父親と同世代の編集は新潟の出身で、野球が得意だったという。小柄だけれどがっちりした体躯に、関西育ちの私にはあまり見覚えのない、透明な大きな瞳の男性だった。
子供の頃の記憶はあんまりない。冬は草鞋を履いていて、ほら、藁で作った草鞋。雪を踏みしめてずんずん歩いた感触は今でも思い出す。
ほとんど雪が降らない地方で育った私は、真冬でも道が乾いている所にしか住むつもりがないくせに、初雪の便りをきくのが大好きだった。雪の思い出、スキーの思い出、空気が凍るほど寒い地方の話を聞くのが好きだった。

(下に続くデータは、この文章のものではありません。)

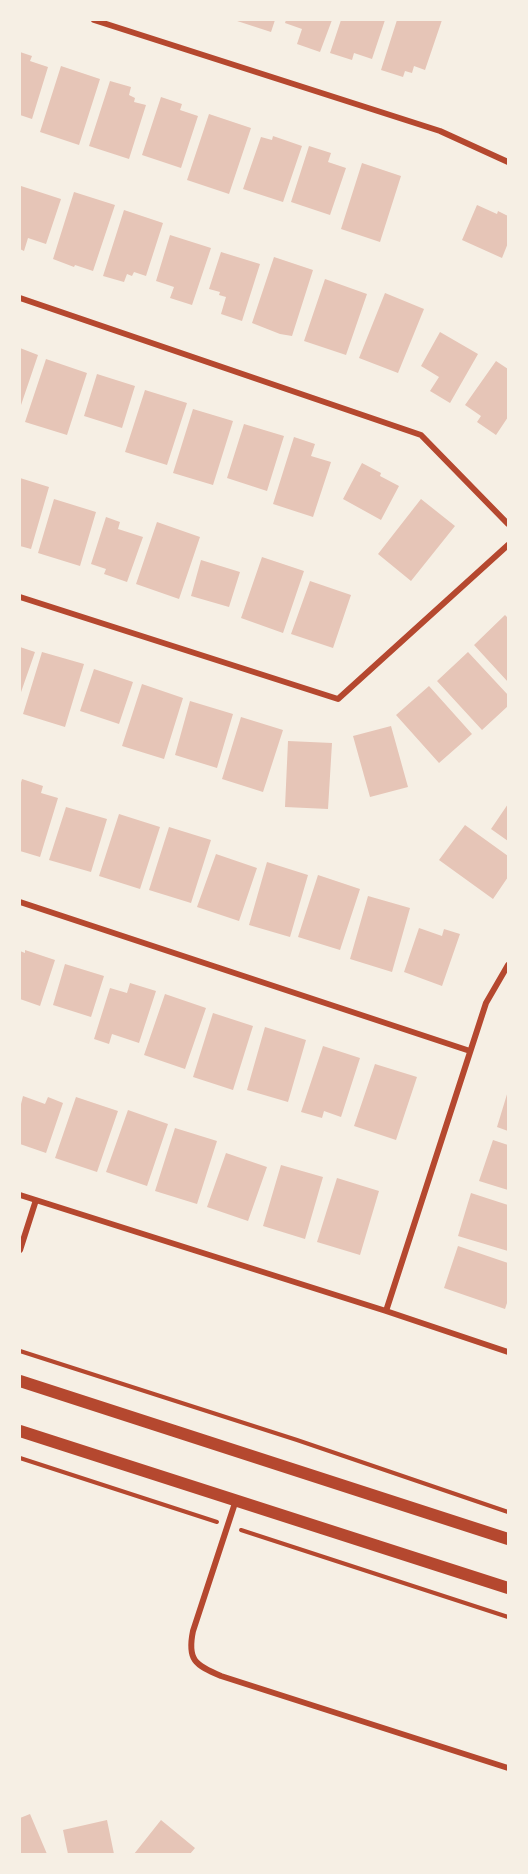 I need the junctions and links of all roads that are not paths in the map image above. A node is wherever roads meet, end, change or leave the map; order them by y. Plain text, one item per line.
1 (94, 20) edge
2 (508, 162) edge
3 (20, 297) edge
4 (508, 524) edge
5 (508, 545) edge
6 (20, 597) edge
7 (20, 902) edge
8 (508, 965) edge
9 (470, 1051) junction
10 (20, 1195) edge
11 (36, 1200) junction
12 (20, 1250) edge
13 (386, 1311) junction
14 (508, 1352) edge
15 (20, 1381) edge
16 (20, 1431) edge
17 (236, 1500) junction
18 (508, 1539) edge
19 (508, 1588) edge
20 (508, 1768) edge

1 - 2 street
3 - 4 street
5 - 6 street
7 - 9 street
8 - 9 street
9 - 13 street
10 - 11 street
11 - 12 street
11 - 13 street
13 - 14 street
15 - 18 main road
16 - 17 main road
17 - 19 main road
17 - 20 street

たまたま約束の日がバレンタインデーで、高架下の雑貨店で見つけた小さなチョコレートを買った。
お、ありがとうございます。彼は綺麗な歯を見せて笑った。いいえ。チョコレート買ったのなんて久しぶりですよ。私も笑う。
いろんな話をした。彼は聞き上手で、さすがに返しが上手かった。彼の息子の話、私の父親の話。彼は編集者らしいちょっと熱っぽい話し方で、私はしらけ世代特有の冷めた言い回しで。
それにしてもあなたは変わらない。逢うたびに若くなっていくようだ。
そんな私ももうすぐ六十歳で、彼が亡くなってからもう二十年になる。
もうチョコレートは自分のためにしか買わなくなった。チョコレートを買った店のあった街からは引っ越して、何年も訪れていない。
小説も書かなくなった。どうしてかな。もう彼がいないからか。そうでもないな。